## Material to process
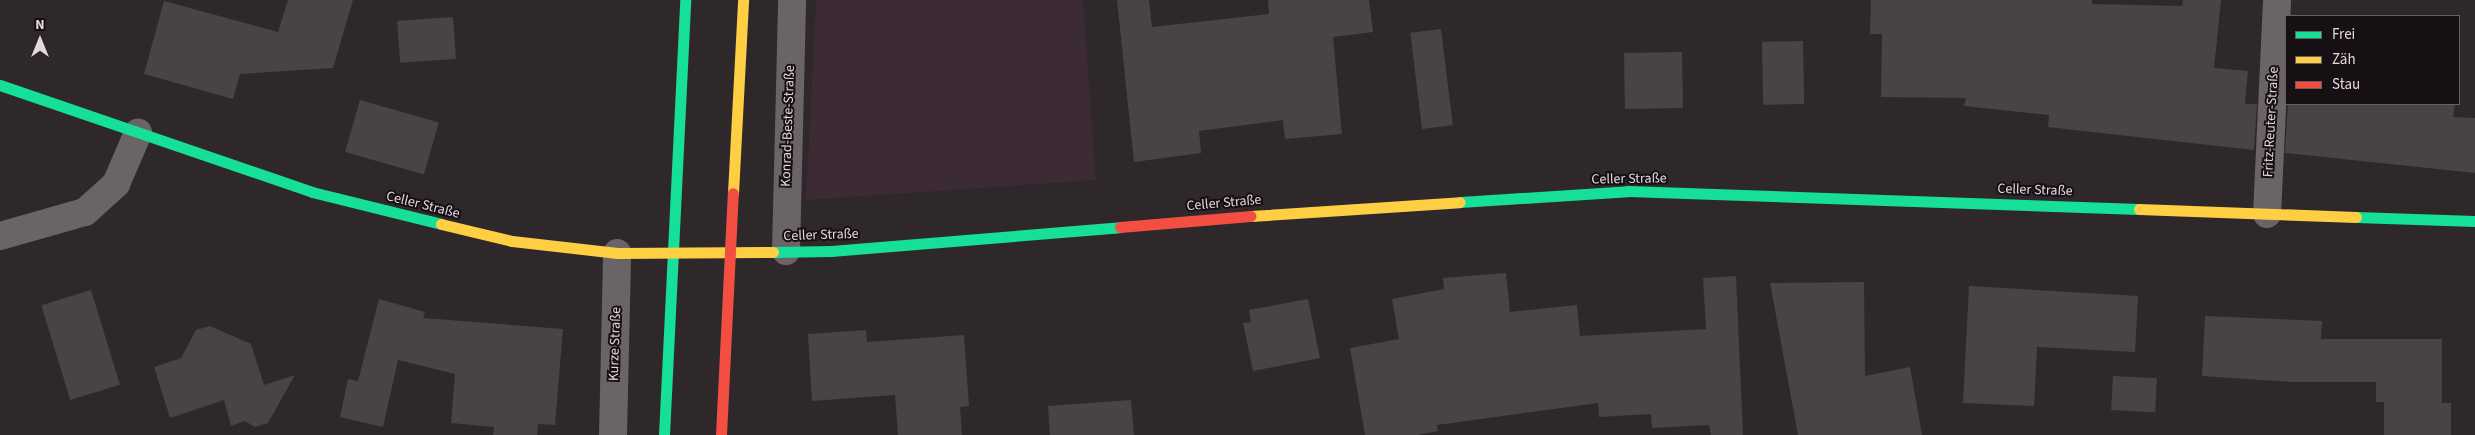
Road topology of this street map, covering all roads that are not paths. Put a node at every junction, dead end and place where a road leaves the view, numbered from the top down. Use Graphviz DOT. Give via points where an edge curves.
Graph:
graph roads {
  1 [pos="685,0"];
  2 [pos="743,0"];
  3 [pos="792,0"];
  4 [pos="2277,0"];
  5 [pos="0,85"];
  6 [pos="138,133"];
  7 [pos="2268,214"];
  8 [pos="2475,221"];
  9 [pos="0,236"];
  10 [pos="786,251"];
  11 [pos="617,252"];
  12 [pos="613,435"];
  13 [pos="664,435"];
  14 [pos="721,435"];
  1 -- 13 [label="main road"];
  2 -- 14 [label="main road"];
  3 -- 10 [label="street, Konrad-Beste-Straße"];
  4 -- 7 [label="street, Fritz-Reuter-Straße"];
  5 -- 6 [label="main road, Celler Straße"];
  6 -- 9 [label="street" via="116,184 85,212"];
  6 -- 11 [label="main road, Celler Straße" via="312,192 418,219 512,242"];
  7 -- 8 [label="main road, Celler Straße"];
  7 -- 10 [label="main road, Celler Straße" via="1628,192 1328,210 928,244"];
  10 -- 11 [label="main road, Celler Straße"];
  11 -- 12 [label="street, Kurze Straße"];
}
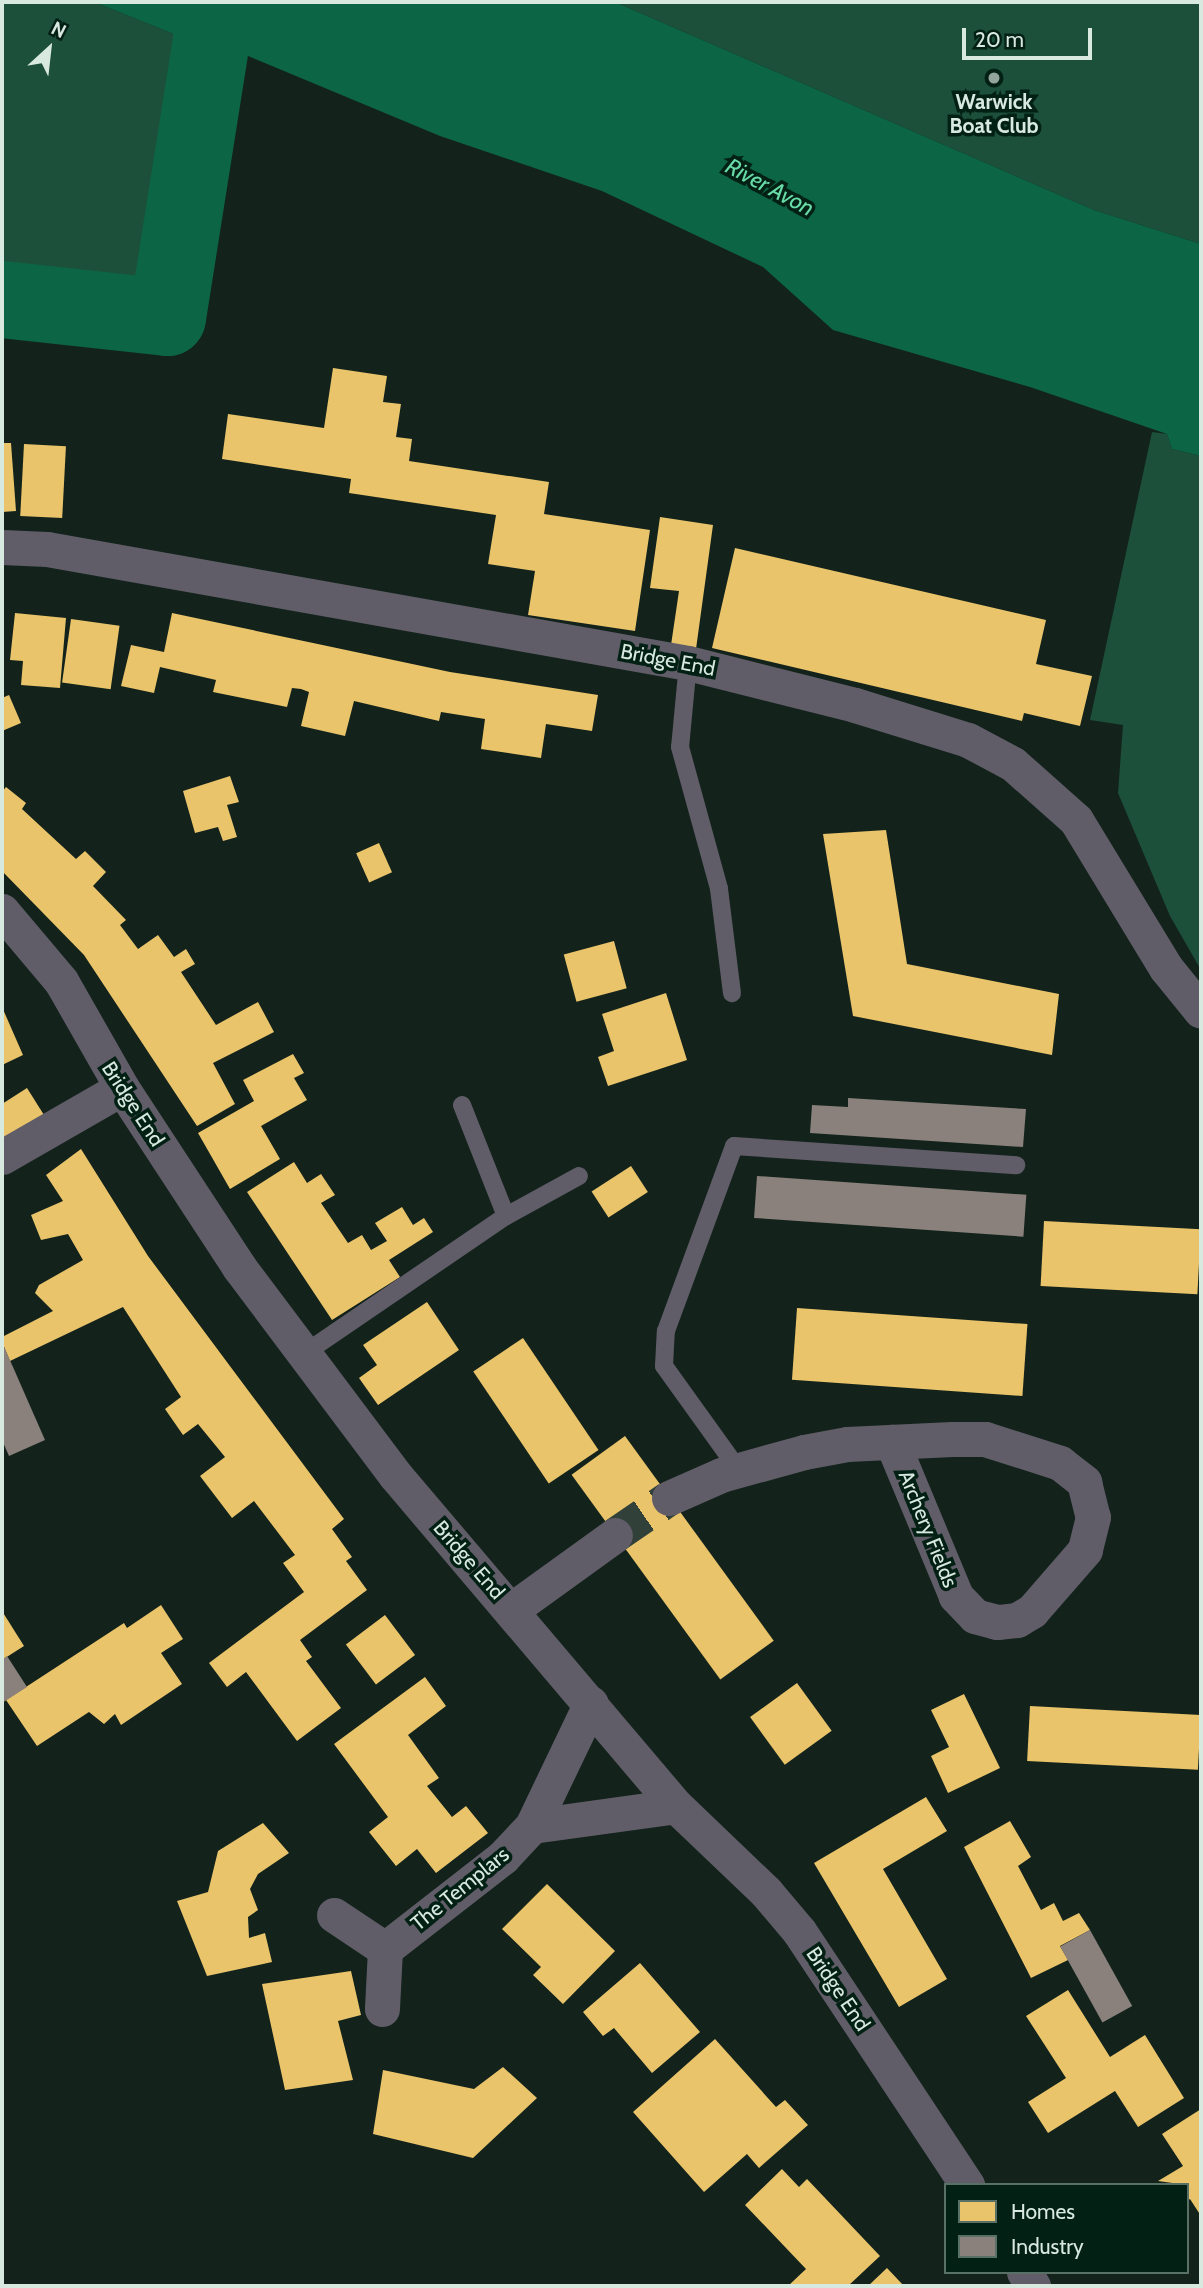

## Problem description
Print the records above again exactly. Leave out the images.

## Result of the task
Road topology of this street map, covering all roads that are not paths. Put a node at every junction, dead end and place where a road leaves the view, numbered from the top down. Use Graphviz DOT. Give via points where an edge curves.
Graph:
graph roads {
  1 [pos="685,0"];
  2 [pos="743,0"];
  3 [pos="792,0"];
  4 [pos="2277,0"];
  5 [pos="0,85"];
  6 [pos="138,133"];
  7 [pos="2268,214"];
  8 [pos="2475,221"];
  9 [pos="0,236"];
  10 [pos="786,251"];
  11 [pos="617,252"];
  12 [pos="613,435"];
  13 [pos="664,435"];
  14 [pos="721,435"];
  1 -- 13 [label="main road"];
  2 -- 14 [label="main road"];
  3 -- 10 [label="street, Konrad-Beste-Straße"];
  4 -- 7 [label="street, Fritz-Reuter-Straße"];
  5 -- 6 [label="main road, Celler Straße"];
  6 -- 9 [label="street" via="116,184 85,212"];
  6 -- 11 [label="main road, Celler Straße" via="312,192 418,219 512,242"];
  7 -- 8 [label="main road, Celler Straße"];
  7 -- 10 [label="main road, Celler Straße" via="1628,192 1328,210 928,244"];
  10 -- 11 [label="main road, Celler Straße"];
  11 -- 12 [label="street, Kurze Straße"];
}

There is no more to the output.